Speculative Probing: Hacking Blind in the Spectre Era

To defeat ASLR or more advanced fine-grained and leakage-resistant code randomization schemes, modern software exploits rely on information disclosure to locate gadgets inside the victim's code. In the absence of such info-leak vulnerabilities, attackers can still hack blind and derandomize the address space by repeatedly probing the victim's memory while observing crash side effects, but doing so is only feasible for crash-resistant programs. However, high-value targets such as the Linux kernel are not crash-resistant. Moreover, the anomalously large number of crashes is often easily detectable. In this paper, we show that the Spectre era enables an attacker armed with a single memory corruption vulnerability to hack blind without triggering any crashes. Using speculative execution for crash suppression allows the elevation of basic memory write vulnerabilities into powerful speculative probing primitives that leak through microarchitectural side effects. Such primitives can repeatedly probe victim memory and break strong randomization schemes without crashes and bypass all deployed mitigations against Spectre-like attacks. The key idea behind speculative probing is to break Spectre mitigations using memory corruption and resurrect Spectre-style disclosure primitives to mount practical blind software exploits.
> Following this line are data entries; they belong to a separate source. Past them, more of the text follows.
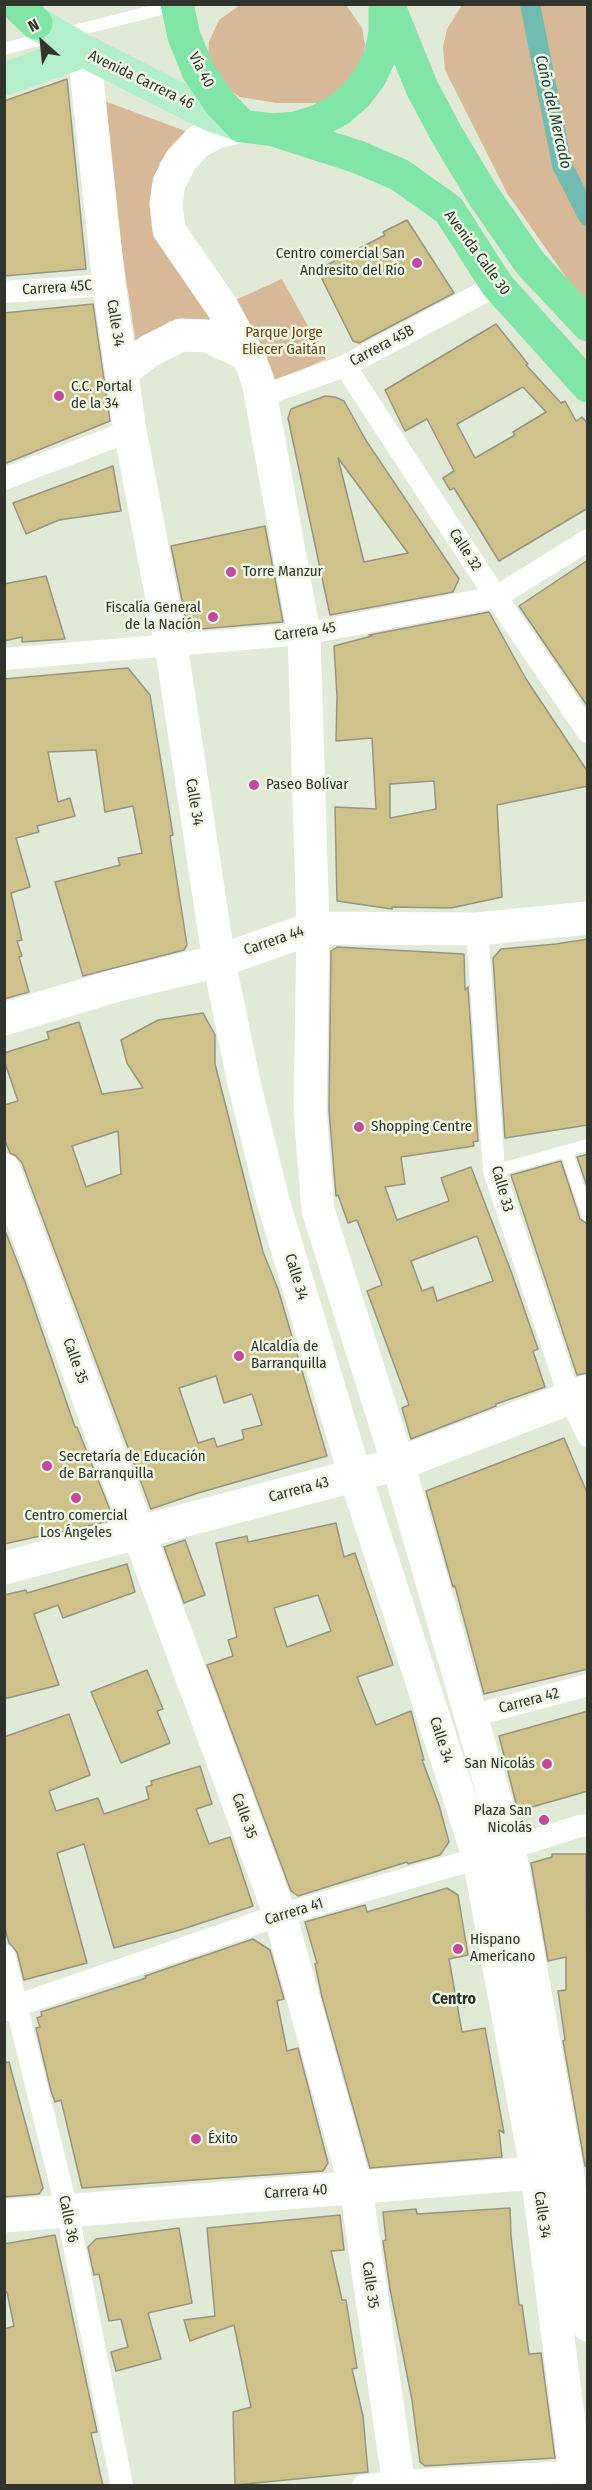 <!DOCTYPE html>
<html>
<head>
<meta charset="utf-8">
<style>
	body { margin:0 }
	#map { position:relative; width:592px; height:2490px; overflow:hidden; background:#e1e9d7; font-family:"Fira Sans Condensed",sans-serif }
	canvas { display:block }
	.frame { position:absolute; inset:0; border:6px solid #31342d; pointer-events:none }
	.north { position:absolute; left:12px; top:12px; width:60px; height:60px; -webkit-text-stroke:4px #eef6e4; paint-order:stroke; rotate:333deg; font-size:16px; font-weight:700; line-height:24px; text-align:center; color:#31342d }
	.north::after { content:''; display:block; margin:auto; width:21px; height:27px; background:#31342d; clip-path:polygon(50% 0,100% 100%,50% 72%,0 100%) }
</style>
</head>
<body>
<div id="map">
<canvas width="592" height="2490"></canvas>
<div class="frame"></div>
<div class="north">N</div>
</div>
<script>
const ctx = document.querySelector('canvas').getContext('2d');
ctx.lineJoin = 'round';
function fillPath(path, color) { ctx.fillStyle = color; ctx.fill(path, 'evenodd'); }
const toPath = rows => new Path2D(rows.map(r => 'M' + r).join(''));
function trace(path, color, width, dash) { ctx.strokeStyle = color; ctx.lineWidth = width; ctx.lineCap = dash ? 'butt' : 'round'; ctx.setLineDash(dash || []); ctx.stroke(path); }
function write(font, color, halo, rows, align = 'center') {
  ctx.font = font + ' "Fira Sans Condensed",sans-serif'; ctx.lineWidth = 5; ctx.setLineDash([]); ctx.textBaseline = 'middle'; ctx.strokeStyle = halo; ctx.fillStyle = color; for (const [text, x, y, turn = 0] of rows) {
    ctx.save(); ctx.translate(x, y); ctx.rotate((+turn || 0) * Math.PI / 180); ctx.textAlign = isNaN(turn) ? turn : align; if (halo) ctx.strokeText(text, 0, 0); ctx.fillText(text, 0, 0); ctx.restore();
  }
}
fillPath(toPath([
	[240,5,346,5,362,28,365,45,363,61,350,86,318,103,277,103,240,97,222,85,208,57,209,42,219,20],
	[462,5,587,5,587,301,568,280,507,193,445,70,443,47,447,29],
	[99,99,196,135,180,141,160,162,152,196,215,323,170,321,136,344],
	[282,279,326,359,273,382,233,301]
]), '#d7b897');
trace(toPath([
	[530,4,562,165,588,216]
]), '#71bbb1', 20);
const building = toPath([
	[67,79,86,269,4,276,4,101,67,79],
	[407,220,454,293,359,343,353,341,322,279,325,266,385,235,383,232,407,220],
	[93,304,110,421,4,464,4,313,93,304],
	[496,324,528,364,526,365,561,403,565,401,576,421,582,417,588,424,588,508,499,561,454,488,450,490,443,478,454,471,427,419,405,431,385,390,496,324],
	[523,387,546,412,513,432,515,435,475,458,457,424,523,387],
	[325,396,335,397,344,401,367,442,459,579,453,592,330,615,288,418,291,409,325,396],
	[338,458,408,553,364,562,338,458],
	[113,466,121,511,59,520,26,534,13,503,113,466],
	[265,526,283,622,188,630,171,546,265,526],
	[588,560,588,707,519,606,588,560],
	[46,576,65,639,22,642,22,637,4,641,4,584,46,576],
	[489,612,526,679,588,772,588,786,497,805,502,897,451,908,392,907,392,909,337,901,335,807,376,809,372,738,336,741,337,696,334,646,372,636,369,635,489,612],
	[434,781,436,809,390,818,390,784,434,781],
	[128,668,150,695,173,835,170,836,187,945,184,950,83,976,55,882,120,865,118,858,142,853,133,806,105,812,96,750,48,752,58,802,70,798,75,816,37,826,39,832,16,838,30,887,11,893,22,940,17,941,22,956,19,957,29,992,4,999,4,679,128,668],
	[588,939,588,1125,505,1138,493,958,501,949,556,944,588,939],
	[337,947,464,954,465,990,468,987,478,1141,473,1142,474,1146,401,1157,405,1184,385,1187,397,1220,449,1201,441,1178,471,1167,512,1274,538,1349,533,1351,545,1387,496,1404,496,1406,411,1439,402,1408,409,1405,367,1291,382,1285,357,1220,348,1223,338,1195,336,1196,329,1110,331,951,337,947],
	[477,1236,493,1281,437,1301,433,1287,422,1291,411,1261,477,1236],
	[203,1013,215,1035,215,1064,263,1252,278,1289,327,1456,198,1493,151,1509,22,1163,16,1156,10,1153,4,1138,4,1105,18,1101,4,1060,4,1053,49,1039,47,1032,79,1022,102,1094,143,1088,127,1063,121,1040,158,1020,203,1013],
	[118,1131,121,1174,86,1187,72,1146,118,1131],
	[216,1376,224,1403,252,1394,262,1425,242,1430,244,1439,217,1447,214,1438,198,1443,179,1388,216,1376],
	[588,1154,588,1189,577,1157,588,1154],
	[561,1161,580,1219,588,1224,588,1373,577,1375,511,1175,561,1161],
	[4,1228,25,1282,75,1427,77,1427,114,1520,4,1544,4,1228],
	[564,1438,588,1495,588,1669,484,1694,455,1586,453,1587,426,1491,564,1438],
	[336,1523,344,1557,355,1553,393,1665,357,1677,376,1725,411,1711,424,1760,422,1760,439,1805,449,1842,440,1855,408,1864,407,1862,298,1896,291,1891,207,1665,233,1656,228,1640,237,1637,216,1543,247,1536,248,1542,336,1523],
	[318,1595,331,1631,287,1647,274,1608,318,1595],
	[185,1540,205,1595,184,1603,164,1547,185,1540],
	[127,1564,135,1592,63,1618,58,1605,34,1614,59,1685,4,1699,4,1595,26,1590,27,1593,127,1564],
	[147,1670,163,1709,157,1711,170,1743,121,1763,91,1692,147,1670],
	[588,1711,588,1791,518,1811,499,1736,588,1711],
	[69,1714,90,1775,49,1791,56,1811,98,1798,104,1814,149,1799,146,1787,152,1785,151,1781,200,1766,212,1804,196,1809,209,1844,230,1837,253,1906,180,1930,114,1948,84,1844,57,1853,87,1963,24,1980,17,1952,9,1943,4,1925,4,1737,69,1714],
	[552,1854,586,1854,588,2166,585,2166,563,2041,565,2040,558,1991,566,1990,566,1957,548,1961,531,1863,552,1857,552,1854],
	[447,1888,458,1895,468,1955,449,1959,462,2032,485,2028,504,2133,499,2130,502,2157,370,2168,322,1997,315,1964,317,1963,305,1922,365,1905,367,1912,447,1888],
	[253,1939,270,1950,284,1999,277,2001,287,2051,298,2048,328,2163,323,2171,82,2188,61,2100,55,2102,51,2091,36,2028,40,2027,37,2018,42,2016,41,2012,146,1978,145,1976,253,1939],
	[9,2062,43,2188,39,2194,4,2197,4,2063,9,2062],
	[510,2208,511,2236,519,2305,522,2305,529,2354,541,2353,555,2458,425,2466,420,2462,412,2400,390,2289,383,2241,386,2240,383,2212,416,2209,417,2214,510,2208],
	[340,2215,344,2250,331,2251,342,2300,346,2300,357,2368,352,2369,363,2416,368,2472,235,2485,233,2412,251,2407,234,2325,190,2341,184,2320,215,2316,207,2228,340,2215],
	[179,2228,192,2303,148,2313,161,2359,116,2371,111,2352,128,2347,121,2319,109,2321,99,2274,94,2275,88,2247,96,2239,179,2228],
	[55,2235,97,2432,91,2433,103,2486,4,2486,4,2329,14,2326,7,2292,4,2292,4,2244,55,2235]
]);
fillPath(building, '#cec28a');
trace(building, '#979482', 1.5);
trace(toPath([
	[66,33,177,5],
	[4,49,49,37],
	[566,1151,588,1216],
	[494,1171,588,1145]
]), '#fff', 12);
trace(toPath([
	[4,292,109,285],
	[345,366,496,597,588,732],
	[261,396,345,366,497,285],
	[4,479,130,431],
	[4,659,304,634,496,597,588,540],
	[477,929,494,1171,570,1398,588,1436],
	[471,1716,588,1685],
	[4,1955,67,2210,122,2486],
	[4,2010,280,1915,479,1858,580,1826,588,1825],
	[363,2486,398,2481,588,2471]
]), '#fff', 22);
trace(toPath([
	[84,51,109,285,130,431,171,645,219,961,244,1083,273,1201,355,1475,479,1858,537,2173,577,2486],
	[242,126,217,132,198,142,181,160,169,183,166,204,169,230,222,307,248,355,258,381,304,634,313,928,310,1111,318,1210,398,1464,509,1848,567,2170,588,2325],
	[123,371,149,351,181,335,208,336,248,355],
	[4,1019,118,985,219,961,313,928,477,929,588,918],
	[4,1170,280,1915,356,2188,399,2486],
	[4,1568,398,1464,588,1391],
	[4,2216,559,2171]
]), '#fff', 33);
trace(toPath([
	[36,23,84,51,209,114,242,126],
	[4,79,84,51]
]), '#b3efca', 33);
trace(toPath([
	[16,4,36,23],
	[177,4,184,36,198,71,220,103,242,126,274,130,296,128,318,121,339,110,356,95,370,77,380,56,385,33,385,6],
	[388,4,422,88,447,135,483,195,530,263,588,325],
	[274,130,358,157,400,175,449,210,497,285,588,386]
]), '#80e5a7', 33);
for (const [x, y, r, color] of [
	[417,263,6,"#c3499c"],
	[59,396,6,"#c3499c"],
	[231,572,6,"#c3499c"],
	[213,617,6,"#c3499c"],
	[254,785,6,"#c3499c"],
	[359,1127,6,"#c3499c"],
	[239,1356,6,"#c3499c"],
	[47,1466,6,"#c3499c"],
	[76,1498,6,"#c3499c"],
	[547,1764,6,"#c3499c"],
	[544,1820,6,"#c3499c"],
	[458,1949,6,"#c3499c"],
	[196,2139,6,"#c3499c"]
]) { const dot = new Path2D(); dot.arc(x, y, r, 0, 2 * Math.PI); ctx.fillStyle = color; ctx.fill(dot); trace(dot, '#eef6e4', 2); }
write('15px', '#31342d', '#eef6e4', [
	["Vía 40",201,70,62],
	["Avenida Carrera 46",141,80,26],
	["Avenida Calle 30",477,253,54],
	["Carrera 45C",57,288,-4],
	["Calle 34",115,323,81],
	["Carrera 45B",382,346,-28],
	["Calle 32",465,550,57],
	["Carrera 45",305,632,-8],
	["Calle 34",194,802,81],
	["Carrera 44",274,941,-19],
	["Calle 33",502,1189,74],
	["Calle 34",296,1277,73],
	["Calle 35",75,1361,70],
	["Carrera 43",299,1490,-15],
	["Carrera 42",529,1701,-15],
	["Calle 34",441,1740,72],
	["Calle 35",244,1816,70],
	["Carrera 41",294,1912,-17],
	["Carrera 40",296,2192,-4],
	["Calle 34",542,2215,82],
	["Calle 36",68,2219,78],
	["Calle 35",370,2285,82]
]);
write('15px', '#31342d', '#eef6e4', [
	["Centro comercial San",405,254,"right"],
	["Andresito del Río",405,271,"right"],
	["C.C. Portal",71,387],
	["de la 34",71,404],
	["Torre Manzur",243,572],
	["Fiscalía General",201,608,"right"],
	["de la Nación",201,625,"right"],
	["Paseo Bolívar",266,785],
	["Shopping Centre",371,1127],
	["Alcaldía de",251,1347],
	["Barranquilla",251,1364],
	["Secretaría de Educación",59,1457],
	["de Barranquilla",59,1474],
	["Centro comercial",76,1516,"center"],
	["Los Ángeles",76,1533,"center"],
	["San Nicolás",535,1764,"right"],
	["Plaza San",532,1811,"right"],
	["Nicolás",532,1828,"right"],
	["Hispano",470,1940],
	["Americano",470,1957],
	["Éxito",208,2139]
], 'left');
write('15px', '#6c4510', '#eef6e4', [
	["Parque Jorge",284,333],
	["Eliecer Gaitán",284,350]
]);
write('italic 16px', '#1b3e3a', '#eef6e4', [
	["Caño del Mercado",553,112,77]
]);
write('bold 16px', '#31342d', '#eef6e4', [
	["Centro",454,2000]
]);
</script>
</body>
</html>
To showcase speculative probing, we target the Linux kernel, a crash-sensitive victim that has so far been out of reach of blind attacks, mount end-to-end exploits that compromise the system with just-in-time code reuse and data-only attacks from a single memory write vulnerability, and bypass strong Spectre and strong randomization defenses. Our results show that it is crucial to consider synergies between different (Spectre vs. code reuse) threat models to fully comprehend the attack surface of modern systems.